Novel coronavirus panellists

As the 2019 novel coronavirus (2019-nCoV) epidemic continues to unfold, it provides a topical and timely learning opportunity for students at Schulich Medicine & Dentistry.

Learners from the School heard from an expert panel of faculty members about the novel coronavirus at a forum discussion this week. The outbreak was explored in the context of virology, infectious disease medicine and past epidemics.

The forum featured a panel of researchers and clinicians, consisting of Dr. Michael Silverman; Dr.

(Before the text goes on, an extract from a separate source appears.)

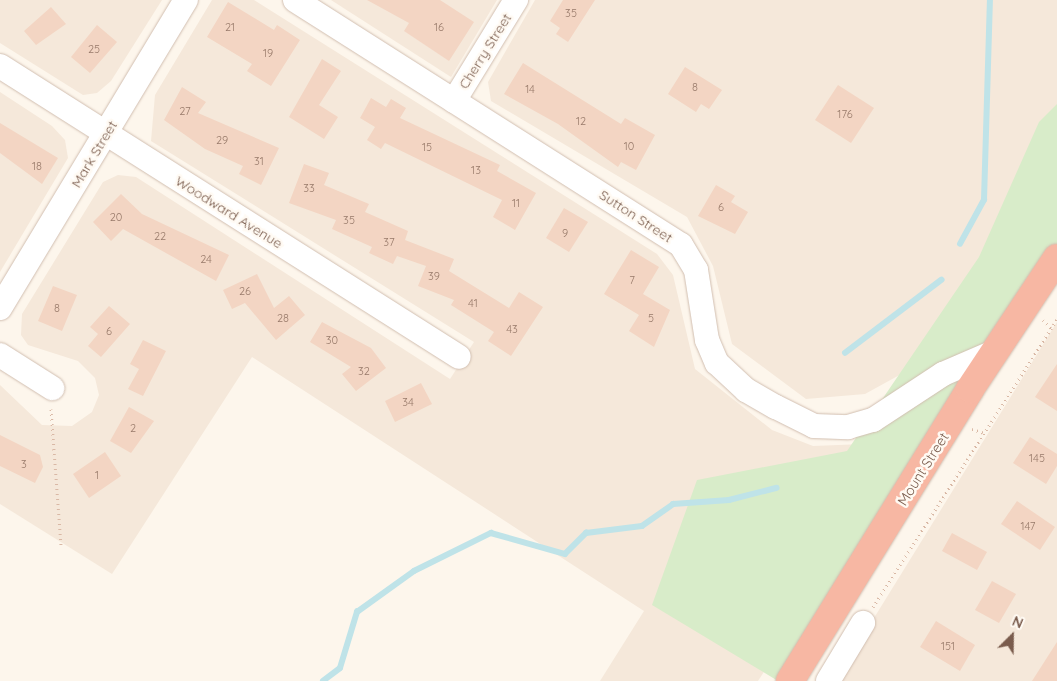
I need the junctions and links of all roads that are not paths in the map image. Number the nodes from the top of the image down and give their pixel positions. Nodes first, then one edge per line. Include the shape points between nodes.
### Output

Megan Devlin; Francisco Olea-Popelka, PhD; Eric Arts, PhD; Ryan Troyer, PhD and Art Poon, PhD. It was moderated by Microbiology & Immunology Acting Chair Gregory Dekaban, PhD.

The panellists brought their diverse backgrounds to the discussion, examining the complex coronavirus epidemic from a multitude of angles, from genomic sequencing of the virus to treatment protocols to psychosocial impacts.

Students also participated in an engaging question and answer period, which offered clarification about isolation versus quarantine as prevention methods and insight into animal-to-human viral transmission.

“I think it’s a very topical issue going on right now and its important for us as medical students and future physicians to be informed and to gain knowledge from this epidemic,” said Chris Zhang, Medicine Class of 2022. “I really appreciated the broad perspectives the panellists had – clinical, scientific, social-scientific and even veterinary. It gave me a very nice overview of the coronavirus situation as it is today.”

As of February 10, there were 40,645 confirmed cases, 910 deaths and 3,578 recovered. Canada has seen seven cases of the novel coronavirus.

At this time, the Public Health Agency of Canada has assessed the public health risk associated with 2019-nCoV in Wuhan, China as low for Canada.

During the presentations, Dr. Silverman offered insight to students from his time working in Toronto during the 2002-2004 SARS outbreak. He noted how prevention practices have since changed as clinicians and researchers learned from that epidemic.

“It was really very unpleasant,” he said. “It still is very difficult to think about it. It was primarily a hospital epidemic and health care workers were dying; it was awful.”

Dr. Devlin outlined symptoms and treatment protocols to the learners in the room and highlighted the importance of avoiding misinformation in the media and fact-checking scientific reports that are rapidly published due to the immediacy of the epidemic. She also emphasized that influenza still remains a much greater risk to the general population.

Olea-Popelka discussed the science behind zoonotic diseases and the importance of a multifaceted approach to treatment and prevention. It’s an approach to research and patient care that was reflected by the interdisciplinarity of the panellist.

“These events are not random; these are the result of an interaction between different animal species, humans and the environment,” explained the Beryl Ivey Chair in One Health during his presentation. “Social and cultural factors play a significant role in why these diseases occur, and if we forget that, we will fall short on how to treat, prevent and cure these outbreaks.”

Western continues to monitor the ongoing situation with novel coronavirus and takes its direction and shares information from federal, provincial and local health authorities.